When the string "ALTON" appears in a line of the records, show the whole line.
[RECORD EXCERPTS — start]
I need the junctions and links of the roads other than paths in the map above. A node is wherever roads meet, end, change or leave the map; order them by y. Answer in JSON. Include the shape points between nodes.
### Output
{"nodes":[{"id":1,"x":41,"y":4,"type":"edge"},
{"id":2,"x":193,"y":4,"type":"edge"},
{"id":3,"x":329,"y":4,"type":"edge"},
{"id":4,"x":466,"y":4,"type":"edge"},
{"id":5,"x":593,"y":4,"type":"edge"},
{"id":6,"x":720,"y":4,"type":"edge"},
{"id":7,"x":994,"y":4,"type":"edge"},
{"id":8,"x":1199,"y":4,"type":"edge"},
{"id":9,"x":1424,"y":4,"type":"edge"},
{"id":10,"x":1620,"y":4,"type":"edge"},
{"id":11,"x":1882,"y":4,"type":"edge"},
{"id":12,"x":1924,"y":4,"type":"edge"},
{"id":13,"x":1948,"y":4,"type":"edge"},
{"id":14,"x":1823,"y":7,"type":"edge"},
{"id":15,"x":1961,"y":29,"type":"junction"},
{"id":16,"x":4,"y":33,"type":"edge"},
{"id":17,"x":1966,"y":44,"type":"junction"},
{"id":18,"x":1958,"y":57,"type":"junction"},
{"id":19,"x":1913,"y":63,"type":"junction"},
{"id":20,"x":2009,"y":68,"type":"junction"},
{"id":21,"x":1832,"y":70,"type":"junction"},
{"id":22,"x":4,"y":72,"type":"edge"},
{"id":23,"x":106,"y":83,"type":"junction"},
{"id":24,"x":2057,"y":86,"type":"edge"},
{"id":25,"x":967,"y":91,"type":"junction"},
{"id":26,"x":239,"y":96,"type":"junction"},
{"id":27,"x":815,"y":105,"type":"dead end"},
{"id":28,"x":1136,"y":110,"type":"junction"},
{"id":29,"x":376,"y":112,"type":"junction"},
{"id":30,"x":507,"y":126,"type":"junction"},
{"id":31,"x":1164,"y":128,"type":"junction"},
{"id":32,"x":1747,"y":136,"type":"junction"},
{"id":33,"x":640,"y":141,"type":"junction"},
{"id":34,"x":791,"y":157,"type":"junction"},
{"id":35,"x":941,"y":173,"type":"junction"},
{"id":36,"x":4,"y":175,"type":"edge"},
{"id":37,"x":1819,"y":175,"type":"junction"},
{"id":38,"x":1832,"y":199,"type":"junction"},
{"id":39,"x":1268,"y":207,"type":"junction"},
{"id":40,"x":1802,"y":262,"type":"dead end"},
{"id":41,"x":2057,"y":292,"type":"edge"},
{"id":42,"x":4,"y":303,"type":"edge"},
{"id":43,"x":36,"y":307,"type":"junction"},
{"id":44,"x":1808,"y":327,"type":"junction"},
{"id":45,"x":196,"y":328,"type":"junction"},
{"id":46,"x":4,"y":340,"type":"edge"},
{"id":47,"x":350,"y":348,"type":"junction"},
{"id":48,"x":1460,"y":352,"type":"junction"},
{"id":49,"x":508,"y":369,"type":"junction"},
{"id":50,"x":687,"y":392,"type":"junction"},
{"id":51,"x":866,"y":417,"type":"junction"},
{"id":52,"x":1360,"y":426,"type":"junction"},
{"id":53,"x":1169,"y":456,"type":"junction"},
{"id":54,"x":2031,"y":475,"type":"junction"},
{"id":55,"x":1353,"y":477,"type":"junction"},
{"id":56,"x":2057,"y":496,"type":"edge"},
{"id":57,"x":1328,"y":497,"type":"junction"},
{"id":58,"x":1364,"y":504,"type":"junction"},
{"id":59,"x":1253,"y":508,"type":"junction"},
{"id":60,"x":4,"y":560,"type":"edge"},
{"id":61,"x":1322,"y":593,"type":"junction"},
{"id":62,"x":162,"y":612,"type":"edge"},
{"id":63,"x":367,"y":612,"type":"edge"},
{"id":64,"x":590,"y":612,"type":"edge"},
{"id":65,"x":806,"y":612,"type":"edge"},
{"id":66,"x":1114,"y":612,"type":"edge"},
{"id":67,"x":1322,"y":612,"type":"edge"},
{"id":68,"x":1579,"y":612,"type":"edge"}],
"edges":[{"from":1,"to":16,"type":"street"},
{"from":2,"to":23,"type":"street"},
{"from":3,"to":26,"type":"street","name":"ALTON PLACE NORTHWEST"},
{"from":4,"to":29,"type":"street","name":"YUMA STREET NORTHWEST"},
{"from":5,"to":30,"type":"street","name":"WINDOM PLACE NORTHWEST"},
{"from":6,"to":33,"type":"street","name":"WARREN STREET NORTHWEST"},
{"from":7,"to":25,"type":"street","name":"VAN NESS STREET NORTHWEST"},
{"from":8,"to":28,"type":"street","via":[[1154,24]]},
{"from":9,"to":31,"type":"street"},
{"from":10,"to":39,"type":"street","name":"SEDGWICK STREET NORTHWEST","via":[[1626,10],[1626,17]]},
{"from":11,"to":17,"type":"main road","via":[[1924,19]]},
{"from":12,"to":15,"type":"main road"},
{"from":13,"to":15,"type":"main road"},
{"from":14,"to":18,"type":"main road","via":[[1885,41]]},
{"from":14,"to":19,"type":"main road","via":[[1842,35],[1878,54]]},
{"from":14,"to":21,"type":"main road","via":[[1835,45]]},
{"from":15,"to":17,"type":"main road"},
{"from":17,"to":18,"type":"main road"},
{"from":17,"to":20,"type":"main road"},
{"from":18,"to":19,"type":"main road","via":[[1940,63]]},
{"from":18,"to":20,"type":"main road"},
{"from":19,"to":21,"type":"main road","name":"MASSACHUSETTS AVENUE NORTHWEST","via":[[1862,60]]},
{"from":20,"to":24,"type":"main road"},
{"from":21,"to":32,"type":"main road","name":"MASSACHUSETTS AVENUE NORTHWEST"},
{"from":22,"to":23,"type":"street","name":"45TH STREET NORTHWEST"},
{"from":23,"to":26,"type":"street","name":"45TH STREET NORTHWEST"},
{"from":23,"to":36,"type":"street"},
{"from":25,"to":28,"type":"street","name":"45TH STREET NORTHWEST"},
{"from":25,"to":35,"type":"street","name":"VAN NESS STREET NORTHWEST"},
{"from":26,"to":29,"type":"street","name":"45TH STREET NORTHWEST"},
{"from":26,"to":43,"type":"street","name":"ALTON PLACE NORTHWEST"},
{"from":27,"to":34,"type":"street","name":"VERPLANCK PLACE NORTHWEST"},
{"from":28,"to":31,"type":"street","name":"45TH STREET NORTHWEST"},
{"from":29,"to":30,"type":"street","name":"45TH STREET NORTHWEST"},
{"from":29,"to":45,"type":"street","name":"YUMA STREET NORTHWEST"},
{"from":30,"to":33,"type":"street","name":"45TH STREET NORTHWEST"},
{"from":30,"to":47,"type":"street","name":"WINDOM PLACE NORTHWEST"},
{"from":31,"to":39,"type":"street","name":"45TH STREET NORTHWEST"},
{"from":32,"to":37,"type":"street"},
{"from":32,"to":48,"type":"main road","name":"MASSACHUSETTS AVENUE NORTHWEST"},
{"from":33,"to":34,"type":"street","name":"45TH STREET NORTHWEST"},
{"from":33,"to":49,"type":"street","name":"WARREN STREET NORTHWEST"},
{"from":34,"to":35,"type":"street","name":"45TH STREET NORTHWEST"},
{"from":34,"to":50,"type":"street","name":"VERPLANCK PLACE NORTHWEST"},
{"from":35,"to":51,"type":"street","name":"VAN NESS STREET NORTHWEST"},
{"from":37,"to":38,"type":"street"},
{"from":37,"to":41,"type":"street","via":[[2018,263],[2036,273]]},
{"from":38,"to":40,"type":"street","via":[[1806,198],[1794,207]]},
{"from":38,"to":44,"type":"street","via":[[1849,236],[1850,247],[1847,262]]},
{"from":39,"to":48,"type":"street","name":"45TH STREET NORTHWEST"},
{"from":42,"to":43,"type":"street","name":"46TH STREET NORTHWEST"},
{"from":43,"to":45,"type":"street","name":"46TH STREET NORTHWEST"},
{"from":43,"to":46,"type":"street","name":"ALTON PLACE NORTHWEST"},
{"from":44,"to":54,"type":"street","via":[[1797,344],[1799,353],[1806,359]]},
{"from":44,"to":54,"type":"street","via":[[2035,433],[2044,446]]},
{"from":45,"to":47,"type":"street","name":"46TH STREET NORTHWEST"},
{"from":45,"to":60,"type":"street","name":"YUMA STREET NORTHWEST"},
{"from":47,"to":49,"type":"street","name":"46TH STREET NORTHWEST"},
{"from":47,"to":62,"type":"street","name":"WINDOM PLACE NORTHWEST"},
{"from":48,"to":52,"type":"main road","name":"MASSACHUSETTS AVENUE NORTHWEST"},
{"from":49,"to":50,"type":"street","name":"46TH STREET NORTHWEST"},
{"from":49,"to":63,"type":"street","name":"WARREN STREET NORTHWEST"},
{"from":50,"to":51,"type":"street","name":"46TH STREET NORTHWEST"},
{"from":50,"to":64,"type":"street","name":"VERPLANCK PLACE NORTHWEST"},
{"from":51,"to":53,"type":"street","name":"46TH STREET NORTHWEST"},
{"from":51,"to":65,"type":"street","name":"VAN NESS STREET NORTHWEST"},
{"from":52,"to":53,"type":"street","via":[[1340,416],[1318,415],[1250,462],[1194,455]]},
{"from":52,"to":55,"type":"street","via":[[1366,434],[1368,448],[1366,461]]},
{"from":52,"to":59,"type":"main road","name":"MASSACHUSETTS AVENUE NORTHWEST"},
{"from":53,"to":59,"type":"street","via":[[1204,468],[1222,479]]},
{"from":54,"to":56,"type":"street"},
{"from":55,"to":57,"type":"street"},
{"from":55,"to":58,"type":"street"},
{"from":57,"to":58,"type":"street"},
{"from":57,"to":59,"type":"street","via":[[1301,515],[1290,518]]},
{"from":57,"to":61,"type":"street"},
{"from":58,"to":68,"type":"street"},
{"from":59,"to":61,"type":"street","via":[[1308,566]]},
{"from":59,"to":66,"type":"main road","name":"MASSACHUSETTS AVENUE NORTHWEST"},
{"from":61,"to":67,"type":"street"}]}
[RECORD EXCERPTS — finish]
#### COMPLETED TASK
{"from":3,"to":26,"type":"street","name":"ALTON PLACE NORTHWEST"},
{"from":26,"to":43,"type":"street","name":"ALTON PLACE NORTHWEST"},
{"from":43,"to":46,"type":"street","name":"ALTON PLACE NORTHWEST"},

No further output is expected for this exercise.